De la Ministère de la Santé et de la Protection Sociale La prochaine résolution sur laquelle ils travaillent a été annoncée afin d’ajouter un nouvel étiquetage sur les emballages d’aliments ultra-transformés où les consommateurs sont informés du contenu de chaque aliment.
Sous le Résolution 810 de 2021 L’objectif est d’unifier les réglementations permettant aux consommateurs d’être informés du contenu des aliments, notamment ceux qui sont des aliments ultra-transformés et emballés.
Scellés actuels sur les aliments emballés et emballés
Dans le panorama actuel, le emballages étiquetés nutritionnellement Ils informent si l’emballage alimentaire contient un excès de sucres, un excès de sodium, des graisses saturées et des graisses trans, ajoutant ainsi un nouvel avertissement : « Ultra-traité« .

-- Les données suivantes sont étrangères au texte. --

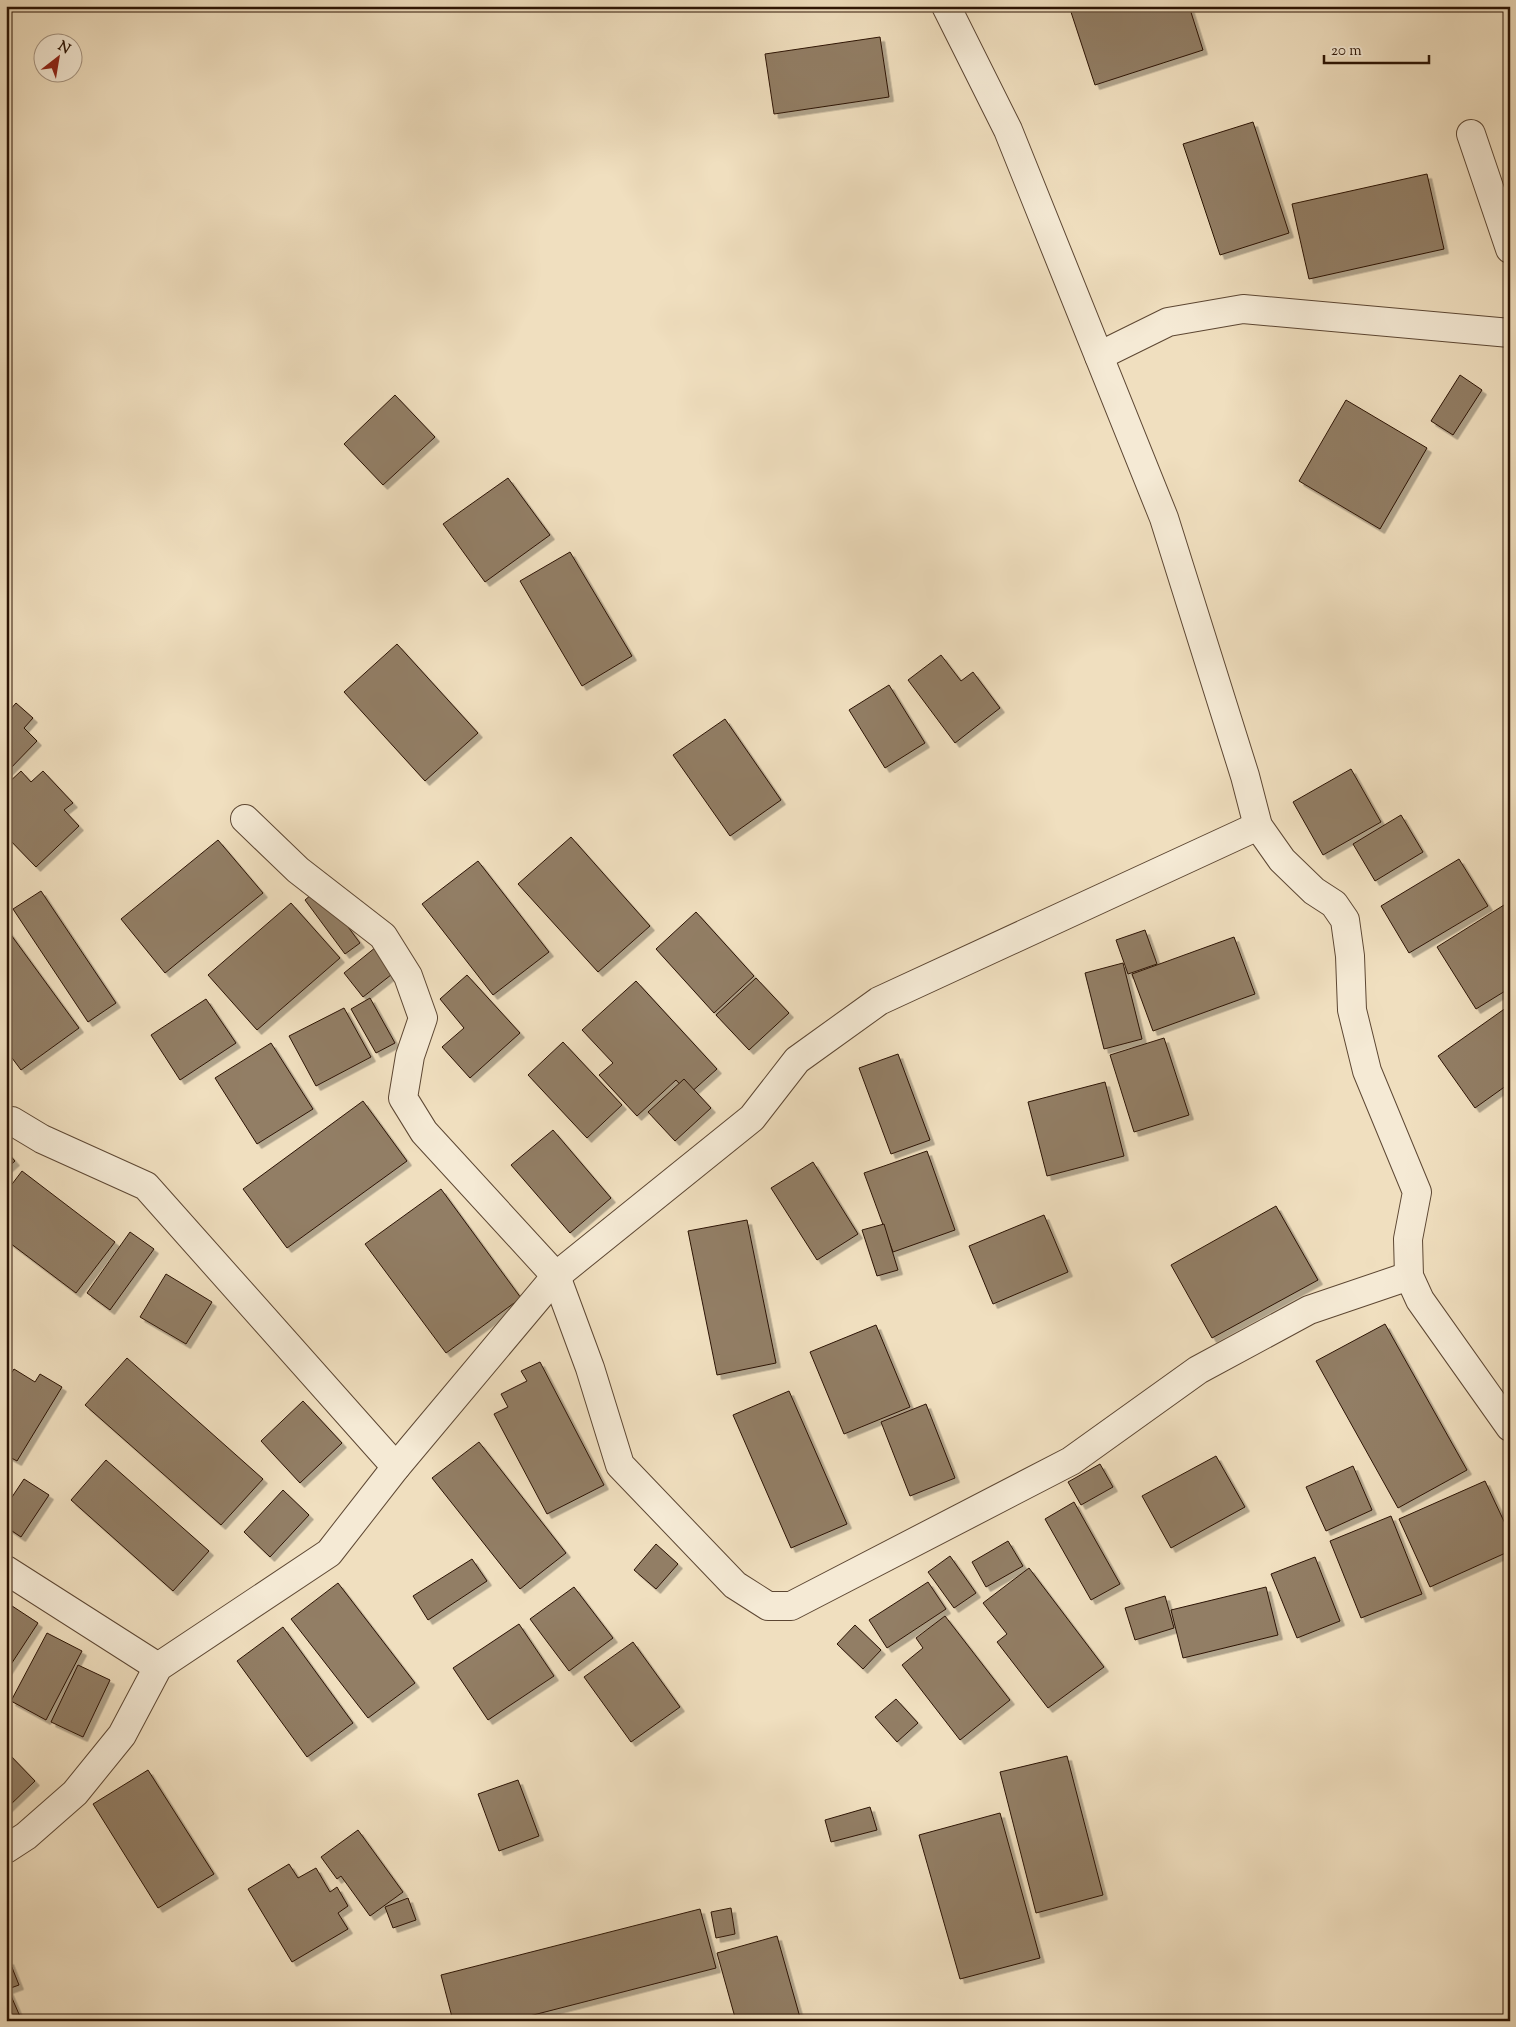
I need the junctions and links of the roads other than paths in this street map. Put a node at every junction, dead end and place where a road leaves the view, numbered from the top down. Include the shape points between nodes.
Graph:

Selon le ministère de la Santé, le Les aliments ultra-transformés sont à l’origine de différentes maladies chroniquessurtout s’ils sont consommés très fréquemment, il est donc essentiel d’informer le consommateur, de cette manière, chacun connaît les aliments qu’il achète sur le marché. « L’objectif est que les consommateurs puissent identifier rapidement et facilement les produits présentant des risques pour la santé.» est mentionné dans l’avant-projet.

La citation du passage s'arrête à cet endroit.